Studies on the vascular effects of endocannabinoids have focused on the prototypic member, anandamide. One mechanism mediating the effects of anandamide is stimulation of vanilloid receptors (Zygmunt et al., 1999). We have now examined the vascular effects of N-arachidonoyl-dopamine (NADA), a novel compound that stimulates vanilloid and cannabinoid receptors (Bisogno et al., 2000).

Male Wistar rats (250-350 g) were stunned and killed by cervical dislocation. Small mesenteric resistance arteries (G3, 100-400 µm internal diameter) were isolated, cut into 2 mm lengths and mounted on a Mulvany-Halpern myograph (Mulvany & Halpern, 1977). The superior mesenteric artery (G0) was also examined. Vessels were bathed in oxygenated Krebs-Henseleit solution at 37oC, set to a baseline tone of 5 mN, and allowed to equilibrate. U46619 (10-300 nM) was added to increase tension by at least 5 mN and the effects of NADA were assessed.
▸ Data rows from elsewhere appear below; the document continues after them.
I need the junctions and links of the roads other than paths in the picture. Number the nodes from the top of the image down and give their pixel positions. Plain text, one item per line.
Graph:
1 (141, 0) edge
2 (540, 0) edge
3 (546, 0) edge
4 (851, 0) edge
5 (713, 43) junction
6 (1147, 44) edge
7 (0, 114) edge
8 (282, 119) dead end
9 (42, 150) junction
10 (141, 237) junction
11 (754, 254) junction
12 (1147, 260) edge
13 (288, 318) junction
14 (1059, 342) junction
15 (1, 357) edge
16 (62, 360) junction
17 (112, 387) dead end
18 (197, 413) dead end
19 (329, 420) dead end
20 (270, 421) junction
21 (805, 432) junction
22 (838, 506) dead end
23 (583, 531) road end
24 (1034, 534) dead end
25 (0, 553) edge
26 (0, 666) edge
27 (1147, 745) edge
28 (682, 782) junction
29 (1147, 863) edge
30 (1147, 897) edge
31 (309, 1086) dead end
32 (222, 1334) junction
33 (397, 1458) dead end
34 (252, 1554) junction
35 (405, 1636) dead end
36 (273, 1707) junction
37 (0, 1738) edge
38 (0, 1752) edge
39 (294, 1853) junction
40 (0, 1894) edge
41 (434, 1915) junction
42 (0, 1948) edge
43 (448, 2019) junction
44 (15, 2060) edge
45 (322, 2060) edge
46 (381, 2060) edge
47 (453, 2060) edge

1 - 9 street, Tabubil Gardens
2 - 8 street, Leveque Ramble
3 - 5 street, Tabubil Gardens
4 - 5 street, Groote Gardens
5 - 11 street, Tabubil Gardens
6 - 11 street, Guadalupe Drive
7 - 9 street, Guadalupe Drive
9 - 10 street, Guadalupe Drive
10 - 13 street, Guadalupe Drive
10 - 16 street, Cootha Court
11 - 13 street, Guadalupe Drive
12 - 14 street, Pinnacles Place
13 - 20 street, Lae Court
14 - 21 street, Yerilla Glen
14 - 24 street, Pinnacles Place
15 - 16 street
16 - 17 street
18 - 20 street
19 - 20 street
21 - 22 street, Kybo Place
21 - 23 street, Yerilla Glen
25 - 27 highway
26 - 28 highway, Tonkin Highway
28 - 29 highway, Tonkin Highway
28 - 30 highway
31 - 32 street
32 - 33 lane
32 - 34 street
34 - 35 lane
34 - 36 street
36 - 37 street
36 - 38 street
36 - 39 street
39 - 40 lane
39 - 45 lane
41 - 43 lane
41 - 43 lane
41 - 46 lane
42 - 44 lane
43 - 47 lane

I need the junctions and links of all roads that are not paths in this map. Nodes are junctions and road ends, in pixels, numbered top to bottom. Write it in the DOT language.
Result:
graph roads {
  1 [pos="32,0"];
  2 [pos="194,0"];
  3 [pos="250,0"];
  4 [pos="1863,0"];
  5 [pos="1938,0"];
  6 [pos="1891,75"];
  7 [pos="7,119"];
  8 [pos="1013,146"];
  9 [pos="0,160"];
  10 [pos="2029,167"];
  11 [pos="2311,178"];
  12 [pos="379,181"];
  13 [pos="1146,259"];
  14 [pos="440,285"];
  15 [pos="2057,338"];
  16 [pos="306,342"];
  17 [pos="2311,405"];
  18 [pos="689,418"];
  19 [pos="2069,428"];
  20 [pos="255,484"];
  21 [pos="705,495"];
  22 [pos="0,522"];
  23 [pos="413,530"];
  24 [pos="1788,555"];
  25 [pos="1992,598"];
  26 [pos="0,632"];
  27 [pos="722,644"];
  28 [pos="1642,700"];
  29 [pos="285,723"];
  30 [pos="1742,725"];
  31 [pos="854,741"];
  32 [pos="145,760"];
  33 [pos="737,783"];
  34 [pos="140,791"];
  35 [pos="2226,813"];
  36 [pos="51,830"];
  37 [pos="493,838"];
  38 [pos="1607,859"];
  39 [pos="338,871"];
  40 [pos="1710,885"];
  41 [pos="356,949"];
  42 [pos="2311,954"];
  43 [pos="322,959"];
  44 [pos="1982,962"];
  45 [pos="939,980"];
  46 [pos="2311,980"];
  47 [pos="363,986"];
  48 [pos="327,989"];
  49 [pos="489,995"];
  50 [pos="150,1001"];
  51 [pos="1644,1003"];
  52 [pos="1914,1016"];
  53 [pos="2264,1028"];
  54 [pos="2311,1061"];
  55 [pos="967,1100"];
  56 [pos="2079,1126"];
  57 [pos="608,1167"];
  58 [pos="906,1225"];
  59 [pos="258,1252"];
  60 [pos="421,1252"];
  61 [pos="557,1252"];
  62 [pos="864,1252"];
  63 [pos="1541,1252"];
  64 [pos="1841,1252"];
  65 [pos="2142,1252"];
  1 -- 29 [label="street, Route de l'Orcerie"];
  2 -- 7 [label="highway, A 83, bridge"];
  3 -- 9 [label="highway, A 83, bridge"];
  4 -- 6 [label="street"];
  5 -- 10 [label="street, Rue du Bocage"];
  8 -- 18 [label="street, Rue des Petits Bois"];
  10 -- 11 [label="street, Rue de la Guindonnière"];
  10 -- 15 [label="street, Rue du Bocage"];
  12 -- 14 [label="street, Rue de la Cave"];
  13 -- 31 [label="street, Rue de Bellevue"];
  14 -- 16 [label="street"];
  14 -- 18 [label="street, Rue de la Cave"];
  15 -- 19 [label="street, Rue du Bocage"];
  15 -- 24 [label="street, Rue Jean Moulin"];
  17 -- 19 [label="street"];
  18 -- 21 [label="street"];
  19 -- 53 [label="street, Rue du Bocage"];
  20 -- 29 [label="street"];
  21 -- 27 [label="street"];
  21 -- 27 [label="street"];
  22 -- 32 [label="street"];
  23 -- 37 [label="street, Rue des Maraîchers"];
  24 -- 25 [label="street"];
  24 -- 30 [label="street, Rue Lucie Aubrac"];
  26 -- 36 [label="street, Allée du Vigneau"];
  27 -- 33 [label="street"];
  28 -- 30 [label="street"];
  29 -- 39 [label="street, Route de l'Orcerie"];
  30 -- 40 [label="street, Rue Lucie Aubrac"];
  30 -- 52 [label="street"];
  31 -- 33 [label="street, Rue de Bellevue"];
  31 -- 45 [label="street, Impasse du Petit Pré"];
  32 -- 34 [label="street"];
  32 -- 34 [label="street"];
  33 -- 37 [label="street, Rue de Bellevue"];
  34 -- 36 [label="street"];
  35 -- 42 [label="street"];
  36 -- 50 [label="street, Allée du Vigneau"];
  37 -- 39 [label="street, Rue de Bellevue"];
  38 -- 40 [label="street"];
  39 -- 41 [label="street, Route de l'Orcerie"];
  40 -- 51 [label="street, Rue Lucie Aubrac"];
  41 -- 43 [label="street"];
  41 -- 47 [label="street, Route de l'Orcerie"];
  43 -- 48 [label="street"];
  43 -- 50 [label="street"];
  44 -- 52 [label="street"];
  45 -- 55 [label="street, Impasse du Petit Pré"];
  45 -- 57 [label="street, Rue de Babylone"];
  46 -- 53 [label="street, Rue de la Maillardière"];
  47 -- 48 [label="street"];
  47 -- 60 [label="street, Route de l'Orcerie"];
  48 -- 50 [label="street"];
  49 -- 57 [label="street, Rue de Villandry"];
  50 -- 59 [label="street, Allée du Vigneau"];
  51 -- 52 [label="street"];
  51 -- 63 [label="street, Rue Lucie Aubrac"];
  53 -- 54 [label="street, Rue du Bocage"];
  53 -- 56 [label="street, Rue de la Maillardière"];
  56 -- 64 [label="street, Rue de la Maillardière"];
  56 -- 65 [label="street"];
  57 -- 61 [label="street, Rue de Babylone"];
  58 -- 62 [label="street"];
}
NADA caused relaxation in G3 (pEC50=6.07 ± 0.17 mean ± SEM, maximal relaxation at 100 µM (Rmax)=83.8 ± 5.3 %, n=10), in G0 (pEC50=4.97 ± 0.19, Rmax=42.9 ± 4.3 %, n=7) and in the aorta (pEC50=5.62 ± 0.46, Rmax=17.6 ± 3.3 %, n=7). In G3 vessels, responses to NADA were not affected by the dopamine receptor antagonist SCH23390 (1 µM, n=7) or addition of the nitric oxide synthase inhibitor NG-nitro-L-arginine methyl ester (300 µM, n=6). Responses to NADA were inhibited in the presence of 60 mM KCl (Rmax=28.3 ± 2.2 %, P<0.01, ANOVA, n=4), and in endothelium-denuded vessels (Rmax=47.9 ± 8.5 %, P<0.01, n=6). Pre-treatment with capsaicin (10 µM) for 1 hr reduced the vasorelaxant effects of NADA (Rmax=61.8 ± 8.5 %, P<0.05, n=10) (Zygmunt et al., 1999). The VR receptor antagonist capsazepine (1 µM, n=5) and the CB1 receptor antagonist SR141716A (1 µM, n=6) caused rightward shifts in the concentration-response curves to NADA (capsazepine, pEC50=5.39 ± 0.13, P<0.01, n=5; SR141716A, pEC50=5.42 ± 0.22, P<0.01, n=6). However, SR141716A at 100 nM (n=5), and a second CB1 receptor antagonist (AM251; 100 nM or 1 µM, n=6) had no effect. SR141716A at 1 µM after endothelial denudation did not reduce the relaxant responses further (n=6). In G0, vasorelaxation was not dependent on an intact endothelium (n=7), but was sensitive to capsaicin (n=6) and SR141716A at 1 µM (n=6) and 100 nM (n=7).

The results of the present study demonstrate for the first time that NADA is a potent vasorelaxant. Its effects are mediated by stimulation of vanilloid receptors, and an endothelial receptor that is sensitive to SR141716A, possibly the novel endothelial cannabinoid receptor (Jarai et al., 1999).

This study was funded by the BHF (PG2001/150).

Bisogno T, Melck D, Bobrov MYu et al. (2000) Biochem J 351, 817-24.
Jarai Z, Wagner JA, Varga K et al. (1999) Proc Natl Acad Sci 96, 14136-41.
Mulvany MJ & Halpern W (1977) Circ Res 41, 19-26.
Zygmunt PM, Petersson J, Andersson DA et al. (1999) Nature 400, 452-457.